You can define your own aliases using the Yii::setPathOfAlias method. Typically, it can be done as the first lines of protected/config/main.php, so all other config parts will be able to use these new aliases.

apis.lyrics are translated to apis/lyrics and are appended to a path retrieved from the application alias, and LyricsFinder is the class name we want to import.

If LyricsFinder requires some additional classes located in its directory, then we can use Yii::import('application.apis.lyrics.*') to import the whole directory.
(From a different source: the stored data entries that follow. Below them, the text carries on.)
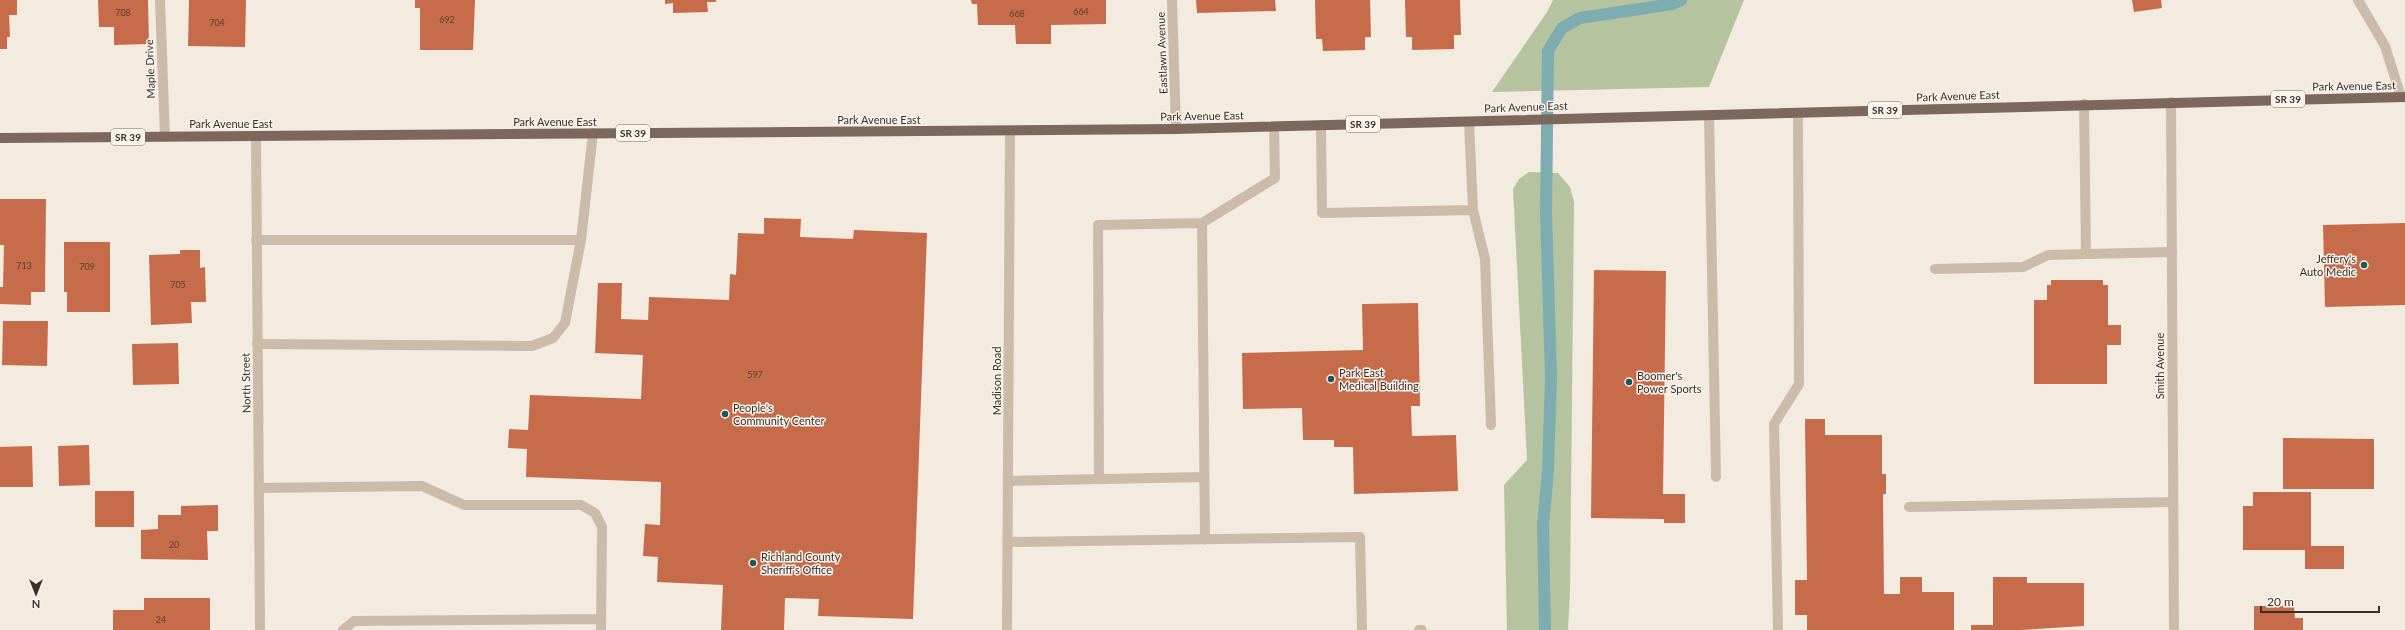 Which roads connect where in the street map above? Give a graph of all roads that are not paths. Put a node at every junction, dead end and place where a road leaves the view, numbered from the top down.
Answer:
1 (160, 0) edge
2 (1172, 0) edge
3 (2358, 0) edge
4 (2403, 97) edge
5 (2171, 102) junction
6 (2084, 104) junction
7 (1798, 113) junction
8 (1709, 115) junction
9 (1469, 122) junction
10 (1321, 125) junction
11 (1274, 127) junction
12 (1176, 129) junction
13 (1010, 131) junction
14 (593, 133) junction
15 (165, 136) junction
16 (256, 136) junction
17 (0, 138) edge
18 (1473, 210) junction
19 (1202, 223) junction
20 (256, 240) junction
21 (581, 240) junction
22 (2172, 252) junction
23 (2086, 254) junction
24 (1935, 269) dead end
25 (257, 344) junction
26 (1491, 425) dead end
27 (1204, 477) junction
28 (1716, 477) dead end
29 (1099, 479) junction
30 (1008, 481) junction
31 (259, 488) junction
32 (2173, 502) junction
33 (1910, 507) dead end
34 (1205, 540) junction
35 (1008, 542) junction
36 (601, 619) junction
37 (260, 630) edge
38 (343, 630) edge
39 (601, 630) edge
40 (1007, 630) edge
41 (1362, 630) edge
42 (1419, 630) edge
43 (1422, 630) edge
44 (1778, 630) edge
45 (2174, 630) edge

1 - 15 street, Maple Drive
2 - 12 street, Eastlawn Avenue
3 - 4 street
4 - 5 main road, Park Avenue East / SR 39
5 - 6 main road, Park Avenue East / SR 39
5 - 22 street, Smith Avenue
6 - 7 main road, Park Avenue East / SR 39
6 - 23 street
7 - 8 main road, Park Avenue East / SR 39
7 - 44 street
8 - 9 main road, Park Avenue East / SR 39
8 - 28 street
9 - 10 main road, Park Avenue East / SR 39
9 - 18 street
10 - 11 main road, Park Avenue East / SR 39
10 - 18 street
11 - 12 main road, Park Avenue East / SR 39
11 - 19 street
12 - 13 main road, Park Avenue East / SR 39
13 - 14 main road, Park Avenue East / SR 39
13 - 30 street, Madison Road
14 - 16 main road, Park Avenue East / SR 39
14 - 21 street
15 - 16 main road, Park Avenue East / SR 39
15 - 17 main road, Park Avenue East / SR 39
16 - 20 street, North Street
18 - 26 street
19 - 27 street
19 - 29 street
20 - 21 street
20 - 25 street, North Street
21 - 25 street
22 - 23 street
22 - 32 street, Smith Avenue
23 - 24 street
25 - 31 street, North Street
27 - 29 street
27 - 34 street
29 - 30 street
30 - 35 street, Madison Road
31 - 36 street
31 - 37 street, North Street
32 - 33 street
32 - 45 street, Smith Avenue
34 - 35 street
34 - 41 street
35 - 40 street, Madison Road
36 - 38 street
36 - 39 street
42 - 43 street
Note that * does not include subfolders, so if you need lyrics/includes, you should add another import statement: Yii::import('application.apis.lyrics.includes.*').

For performance reasons, it is better to use explicit paths with a class name instead of * if you are importing a single class.

There's more...

If you want your classes to be imported automatically like with Yii's core classes, then you can configure global imports in your main.php configuration file:

return array(
   // …

   // global imports
   'import'=>array(
      'application.models.*',
      'application.components.*',
      'application.apis.lyrics.*',
      'application.apis.lyrics.includes.*',
      'application.apis.albums.AlbumFinder',
   ),

Note that using *, with a huge amount of global imports could slow your application down as there will be too many directories to check.